Last Ramadan I was turned away from the Jummah prayer at my local Mosque. ‘Sorry sister, no space’. I wonder how many women have heard that before. The humiliation, the pain was so overwhelming that I felt tears well up in my eyes. Why should I be denied the same spiritual experience just because I am a woman? Do I not long to stand with my fellow Muslims in the congregational prayer? Do I not deserve to absorb the unique atmosphere and witness the khutbah in this most blessed of months? Must I pray only in isolation, in my own four walls, or else travel somewhere else, not in my own community, to a Mosque where they have a dedicated women’s area? The unfairness grates.
‘Must I pray only in isolation, in my own four walls?’
The worst part was that I had spent the last 10 minutes convincing my four year old son that women are actually allowed to go to the Mosque, that it’s not only for boys and Daddies. I think he finally believed me, and I could see the anticipation and excitement on his little face. As we were getting out of the car, two men spotted us and politely informed us that we were not permitted to use the Masjid today; my son immediately burst into tears. A child’s reaction is often the most honest and true representation of what we should all be feeling – in this case, shock, indignation and an instinctive sense that an injustice was being done. He protested, ‘But you said ladies can come, Mummy! I don’t want to go home, I want to pray in the Mosque!’ This is exactly how I wanted to react. The whiny little child inside wanted to stamp my foot and have a tantrum.
‘But the prophet said women can pray here! You’re not allowed to turn me away! Please let me in!’
But instead, like adults, we had a little to-ing and fro-ing about the various reasons why women couldn’t come to the Jummah prayer. According them it boiled down to nothing more than a simple lack of space.

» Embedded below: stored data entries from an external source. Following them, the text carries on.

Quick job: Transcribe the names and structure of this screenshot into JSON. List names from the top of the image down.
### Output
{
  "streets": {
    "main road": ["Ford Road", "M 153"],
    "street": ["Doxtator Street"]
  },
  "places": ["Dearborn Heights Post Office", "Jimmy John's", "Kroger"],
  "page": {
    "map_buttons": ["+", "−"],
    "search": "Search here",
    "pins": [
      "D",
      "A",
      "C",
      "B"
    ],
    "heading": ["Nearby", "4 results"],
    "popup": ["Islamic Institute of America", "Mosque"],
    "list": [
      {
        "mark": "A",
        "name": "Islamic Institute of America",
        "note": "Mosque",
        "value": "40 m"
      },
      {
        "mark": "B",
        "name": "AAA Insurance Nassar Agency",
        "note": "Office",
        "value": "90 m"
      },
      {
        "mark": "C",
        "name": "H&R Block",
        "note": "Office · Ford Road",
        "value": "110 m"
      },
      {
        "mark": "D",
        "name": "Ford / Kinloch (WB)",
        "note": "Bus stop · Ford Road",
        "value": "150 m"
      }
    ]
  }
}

This surprised me greatly, as I had prayed Taraweeh in the very same mosque just a few nights ago and knew for certain that they had a small room for women behind the larger room for men. But due to the increased numbers of Jummah worshippers in Ramadan, they had re-appropriated the women’s room for all the extra (important) men. Apparently this was common knowledge, but in my naivety this thought had not even crossed my mind. The idea that the Mosque would be closed to my gender on some of the most spiritually rewarding prayers of the year seemed illogical and tyrannical.
I fought back tears as I kissed my son and promised I would take him to another Masjid, or Daddy could take him next week. Why did I feel so upset, even betrayed? Was it irrational? Maybe the fasting was getting to me! Upon reflection, I think the reason for my strong emotions was that I was forced to accept a situation in front of my son, which went against all the values I am trying to bring him and his brother up with. It was disempowering and humiliating. And of course, as a mother I felt guilty; I had built him up, only to let him down. It was the exact opposite of what I had set out to do, which had only been to give him a taste of the magic of Ramadan, and to show him the wonderful unity of the Muslim community where we live – and it is a wonderful community. I am always looking for opportunities to share my positivity about our religion, and give him good childhood memories so that faith will have positive connotations for him growing up. This is particularly important for those children born into a post-9/11 political climate, where negative messages about Islam and Muslims are relentlessly pervading their developing psyches.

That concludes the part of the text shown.